For each possible factor-level-combination – a total of 3 × 3 × 3  = 27 combinations was possible – the dataset generation was repeated 50 times (full factorial design with 50 repetitions). As a result each dataset comprised conjoint evaluations from 300 consumers with respect to 16 products for estimation (using – as above mentioned – a Plackett and Burman (1946) factorial design) and 8 randomly generated holdout products for checking the predictive validity. It should be mentioned that – besides transforming the generated preferential evaluations into a Likert scale – the dataset generation process reflects the model formulation quite good (as usual, see the simulation studies in Table 1).

The HB/MCA and HB/LCMCA procedures were used with non-informative priors in order not to distort the estimation results by information outside the available collected data w.r.t. the 16 products. The number of segments (T) was predefined according to the HB/MCA (T  = 1) or HB/LCMCA (T  = 2, 3) procedure. For all estimations, 1,000 Gibbs iterations with 200 burn-ins proved to be sufficient for convergence. For HB/LCMCA relabeling w.r.t. to the class size (label order equals size order) was used.

Table 2 Model fit across the datasets in the Monte Carlo analysis

3.2 Results w.r.t. Model Fit

For checking the model fit, mean Pearson correlation coefficients between true and estimated individual preference values for products (Corr(y i )) as well as mean Pearson correlation coefficients between true and estimated individual partworths (Corr(\(\boldsymbol{\beta }_{i}\))) were calculated. Table 2 shows aggregated results (mean values w.r.t. to the Pearson correlation coefficients) across all datasets with one factor-level fixed (3 × 3 × 50  = 450 datasets) and across all datasets (3 × 3 × 3 × 50  = 1,350 datasets).

For each factor-level combination of the Monte Carlo analysis these values were calculated and compared between HB/MCA and HB/LCMCA. The results are convincing: If a segment-specific structure is in the data, the segment-free HB/MCA is outperformed by the segment-specific HB/LCMCA procedure. Overall the superiority can clearly be seen.

3.3 Results w.r.t. Predictive Validity

In a similar way, the predictive validity was checked. For the eight holdout products and each consumer, preference values were calculated from the estimated individual partworths and compared to the preference values that were derived from the “true” partworths. As criteria for the comparison the so-called first choice hit rate (first choice) and mean root mean squared error (RMSE) were calculated. First choice hit indicates for a consumer whether her/his preference values from the estimated and from the “true” partworths are maximum for the same holdout product, the first choice hit rate is the share of consumers where a first choice hit occurs. RMSE compares also the preference values from the estimated and from the “true” partworths but more according to their absolute values.

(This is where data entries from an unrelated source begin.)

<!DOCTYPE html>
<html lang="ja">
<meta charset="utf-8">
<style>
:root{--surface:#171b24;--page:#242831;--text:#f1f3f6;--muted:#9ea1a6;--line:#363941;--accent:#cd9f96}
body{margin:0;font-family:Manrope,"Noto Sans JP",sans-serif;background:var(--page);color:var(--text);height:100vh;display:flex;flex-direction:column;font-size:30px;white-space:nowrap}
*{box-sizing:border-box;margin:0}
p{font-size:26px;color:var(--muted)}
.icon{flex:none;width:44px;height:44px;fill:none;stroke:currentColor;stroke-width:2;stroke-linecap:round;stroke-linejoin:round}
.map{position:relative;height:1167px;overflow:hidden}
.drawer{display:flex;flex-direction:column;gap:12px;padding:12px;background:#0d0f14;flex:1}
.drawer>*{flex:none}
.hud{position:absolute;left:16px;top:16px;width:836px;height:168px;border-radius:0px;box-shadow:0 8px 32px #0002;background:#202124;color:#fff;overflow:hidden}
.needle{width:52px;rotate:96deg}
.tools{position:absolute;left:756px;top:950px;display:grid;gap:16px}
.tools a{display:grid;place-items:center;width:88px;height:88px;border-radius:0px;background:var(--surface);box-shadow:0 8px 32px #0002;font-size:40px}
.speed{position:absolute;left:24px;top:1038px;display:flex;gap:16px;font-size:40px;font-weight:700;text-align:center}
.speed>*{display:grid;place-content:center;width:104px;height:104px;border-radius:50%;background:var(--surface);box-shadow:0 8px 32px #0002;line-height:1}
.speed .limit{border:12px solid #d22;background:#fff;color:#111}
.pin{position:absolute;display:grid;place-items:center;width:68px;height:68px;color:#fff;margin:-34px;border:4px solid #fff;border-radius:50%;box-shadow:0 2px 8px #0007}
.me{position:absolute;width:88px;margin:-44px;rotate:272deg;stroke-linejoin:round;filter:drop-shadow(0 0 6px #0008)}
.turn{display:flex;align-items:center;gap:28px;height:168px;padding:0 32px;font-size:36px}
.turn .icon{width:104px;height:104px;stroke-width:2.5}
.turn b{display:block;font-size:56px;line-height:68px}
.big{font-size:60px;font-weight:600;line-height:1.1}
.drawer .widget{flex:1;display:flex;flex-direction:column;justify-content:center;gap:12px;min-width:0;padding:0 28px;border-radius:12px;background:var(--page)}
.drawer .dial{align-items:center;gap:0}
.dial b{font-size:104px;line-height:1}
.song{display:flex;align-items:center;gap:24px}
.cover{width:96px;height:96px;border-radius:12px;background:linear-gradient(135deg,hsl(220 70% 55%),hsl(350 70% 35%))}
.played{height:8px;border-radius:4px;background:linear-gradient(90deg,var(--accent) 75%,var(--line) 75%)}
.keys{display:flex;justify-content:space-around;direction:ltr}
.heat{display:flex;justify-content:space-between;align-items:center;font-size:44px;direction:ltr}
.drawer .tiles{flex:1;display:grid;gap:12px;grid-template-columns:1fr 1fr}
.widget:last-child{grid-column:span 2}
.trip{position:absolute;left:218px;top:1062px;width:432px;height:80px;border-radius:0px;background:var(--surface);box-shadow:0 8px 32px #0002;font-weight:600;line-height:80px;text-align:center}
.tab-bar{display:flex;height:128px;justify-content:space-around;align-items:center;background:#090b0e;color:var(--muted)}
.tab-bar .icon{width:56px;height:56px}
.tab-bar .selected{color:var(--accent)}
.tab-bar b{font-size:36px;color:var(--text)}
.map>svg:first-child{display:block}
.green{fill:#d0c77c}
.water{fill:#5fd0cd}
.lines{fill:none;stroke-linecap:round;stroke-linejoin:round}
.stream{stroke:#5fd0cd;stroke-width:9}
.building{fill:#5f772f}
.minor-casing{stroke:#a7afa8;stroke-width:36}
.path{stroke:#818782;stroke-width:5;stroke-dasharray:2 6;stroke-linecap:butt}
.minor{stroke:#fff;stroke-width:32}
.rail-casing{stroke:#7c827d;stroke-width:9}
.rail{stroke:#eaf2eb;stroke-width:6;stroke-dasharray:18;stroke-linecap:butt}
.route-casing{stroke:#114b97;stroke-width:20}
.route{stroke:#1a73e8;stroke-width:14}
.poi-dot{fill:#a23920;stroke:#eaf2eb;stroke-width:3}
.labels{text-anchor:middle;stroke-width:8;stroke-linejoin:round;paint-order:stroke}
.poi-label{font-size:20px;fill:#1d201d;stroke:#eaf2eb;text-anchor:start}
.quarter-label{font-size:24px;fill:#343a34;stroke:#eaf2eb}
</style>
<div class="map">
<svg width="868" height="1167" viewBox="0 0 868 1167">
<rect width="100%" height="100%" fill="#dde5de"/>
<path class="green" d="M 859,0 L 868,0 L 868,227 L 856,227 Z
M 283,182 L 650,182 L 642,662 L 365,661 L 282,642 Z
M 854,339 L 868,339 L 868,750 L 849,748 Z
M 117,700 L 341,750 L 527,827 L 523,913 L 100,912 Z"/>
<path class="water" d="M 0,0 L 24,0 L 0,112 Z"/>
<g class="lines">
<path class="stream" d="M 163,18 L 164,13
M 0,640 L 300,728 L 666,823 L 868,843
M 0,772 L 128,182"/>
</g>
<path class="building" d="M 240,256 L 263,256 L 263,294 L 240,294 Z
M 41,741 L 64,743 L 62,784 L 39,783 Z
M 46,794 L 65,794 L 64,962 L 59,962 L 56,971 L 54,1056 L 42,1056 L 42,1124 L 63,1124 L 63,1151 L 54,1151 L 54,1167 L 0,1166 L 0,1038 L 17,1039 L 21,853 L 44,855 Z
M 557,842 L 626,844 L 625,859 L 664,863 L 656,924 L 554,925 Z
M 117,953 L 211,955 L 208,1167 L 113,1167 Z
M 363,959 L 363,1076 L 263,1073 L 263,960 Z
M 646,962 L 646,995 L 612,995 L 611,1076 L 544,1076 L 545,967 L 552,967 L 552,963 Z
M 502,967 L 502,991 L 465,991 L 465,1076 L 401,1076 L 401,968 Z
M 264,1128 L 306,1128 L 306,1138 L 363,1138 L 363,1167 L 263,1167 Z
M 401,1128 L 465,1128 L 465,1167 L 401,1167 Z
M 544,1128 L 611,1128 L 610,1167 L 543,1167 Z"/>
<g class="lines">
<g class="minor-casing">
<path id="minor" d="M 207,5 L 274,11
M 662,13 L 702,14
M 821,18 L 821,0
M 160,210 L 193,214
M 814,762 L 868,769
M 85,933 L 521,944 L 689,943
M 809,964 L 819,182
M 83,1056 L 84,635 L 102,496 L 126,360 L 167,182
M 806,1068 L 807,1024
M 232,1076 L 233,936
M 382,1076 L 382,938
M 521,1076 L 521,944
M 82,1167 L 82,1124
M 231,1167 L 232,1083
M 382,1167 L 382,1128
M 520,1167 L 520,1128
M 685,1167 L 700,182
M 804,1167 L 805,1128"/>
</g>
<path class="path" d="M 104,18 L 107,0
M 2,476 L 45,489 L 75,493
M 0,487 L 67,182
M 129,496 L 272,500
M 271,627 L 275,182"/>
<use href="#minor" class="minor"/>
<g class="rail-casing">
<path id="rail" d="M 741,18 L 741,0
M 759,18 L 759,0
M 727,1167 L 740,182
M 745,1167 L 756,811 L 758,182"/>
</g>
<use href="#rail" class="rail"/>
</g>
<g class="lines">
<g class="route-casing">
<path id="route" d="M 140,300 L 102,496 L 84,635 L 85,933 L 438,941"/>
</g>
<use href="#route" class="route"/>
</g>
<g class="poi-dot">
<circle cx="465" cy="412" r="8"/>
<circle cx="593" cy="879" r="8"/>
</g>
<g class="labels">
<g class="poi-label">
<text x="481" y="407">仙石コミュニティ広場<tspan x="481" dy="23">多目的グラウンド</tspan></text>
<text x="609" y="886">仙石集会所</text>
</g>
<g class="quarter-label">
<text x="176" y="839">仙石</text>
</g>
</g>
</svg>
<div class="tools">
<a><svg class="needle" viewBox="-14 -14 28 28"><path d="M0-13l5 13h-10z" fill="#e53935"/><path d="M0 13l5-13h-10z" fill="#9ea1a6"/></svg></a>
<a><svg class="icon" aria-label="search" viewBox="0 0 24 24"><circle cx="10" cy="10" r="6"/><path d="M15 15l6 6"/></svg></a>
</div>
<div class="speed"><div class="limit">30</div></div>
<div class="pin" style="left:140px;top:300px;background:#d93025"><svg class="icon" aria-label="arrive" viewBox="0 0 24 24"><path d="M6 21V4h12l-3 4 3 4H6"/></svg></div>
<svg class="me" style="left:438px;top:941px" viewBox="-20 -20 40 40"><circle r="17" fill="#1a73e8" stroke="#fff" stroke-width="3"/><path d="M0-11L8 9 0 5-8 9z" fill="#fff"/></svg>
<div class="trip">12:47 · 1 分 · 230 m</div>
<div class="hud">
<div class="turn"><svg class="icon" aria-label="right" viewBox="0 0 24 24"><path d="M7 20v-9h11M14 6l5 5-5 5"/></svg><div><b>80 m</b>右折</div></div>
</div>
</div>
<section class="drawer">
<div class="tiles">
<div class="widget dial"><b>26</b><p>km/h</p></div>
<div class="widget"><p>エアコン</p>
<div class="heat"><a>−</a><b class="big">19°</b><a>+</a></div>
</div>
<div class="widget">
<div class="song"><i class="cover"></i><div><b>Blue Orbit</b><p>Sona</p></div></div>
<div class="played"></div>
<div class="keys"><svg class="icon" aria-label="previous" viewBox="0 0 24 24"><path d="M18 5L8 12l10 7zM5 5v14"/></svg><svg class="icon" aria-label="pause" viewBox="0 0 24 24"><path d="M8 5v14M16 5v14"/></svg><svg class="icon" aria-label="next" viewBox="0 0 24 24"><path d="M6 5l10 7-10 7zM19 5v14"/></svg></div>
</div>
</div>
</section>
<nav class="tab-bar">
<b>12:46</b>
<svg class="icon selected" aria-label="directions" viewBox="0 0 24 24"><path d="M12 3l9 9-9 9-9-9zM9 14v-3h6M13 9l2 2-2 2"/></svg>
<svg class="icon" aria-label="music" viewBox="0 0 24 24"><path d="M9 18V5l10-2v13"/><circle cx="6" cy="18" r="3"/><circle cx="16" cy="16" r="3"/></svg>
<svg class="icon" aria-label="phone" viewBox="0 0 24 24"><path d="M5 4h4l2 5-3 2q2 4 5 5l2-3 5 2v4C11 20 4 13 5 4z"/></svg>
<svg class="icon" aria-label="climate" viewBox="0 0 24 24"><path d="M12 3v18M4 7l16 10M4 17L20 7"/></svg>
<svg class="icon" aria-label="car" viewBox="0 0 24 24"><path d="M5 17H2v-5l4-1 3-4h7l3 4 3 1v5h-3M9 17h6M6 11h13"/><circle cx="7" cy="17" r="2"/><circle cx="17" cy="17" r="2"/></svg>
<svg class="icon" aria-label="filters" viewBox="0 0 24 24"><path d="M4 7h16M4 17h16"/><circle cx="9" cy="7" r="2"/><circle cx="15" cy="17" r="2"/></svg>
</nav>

Table 3 shows (again) aggregated results (mean values w.r.t. to the first choice hit rate and RMSE) across all datasets with one factor-level fixed (3 × 3 × 50  = 450 datasets) and across all datasets (3 × 3 × 3 × 50  = 1,350 datasets). Again, the results are convincing: If a segment-specific structure is in the data, the segment-free HB/MCA is outperformed by the segment-specific HB/LCMCA procedure. Overall the superiority of the combined approach can clearly be seen.

Table 3 Predictive validity across the datasets in the Monte Carlo analysis

4 Conclusions and Outlook

The comparison in this paper clearly shows that we still need latent classes for conjoint analysis-based predictions even if we use Bayesian procedures for parameter estimation. HB/LCMCA was clearly superior to HB/MCA w.r.t. model fit and predictive validity, especially in cases when markets are segmented. However, these results are only based on a rather small number of datasets (1,350 datasets) generated synthetically and therefore no real data. More research in this field needs to be done, especially with a larger set of conjoint data from real markets.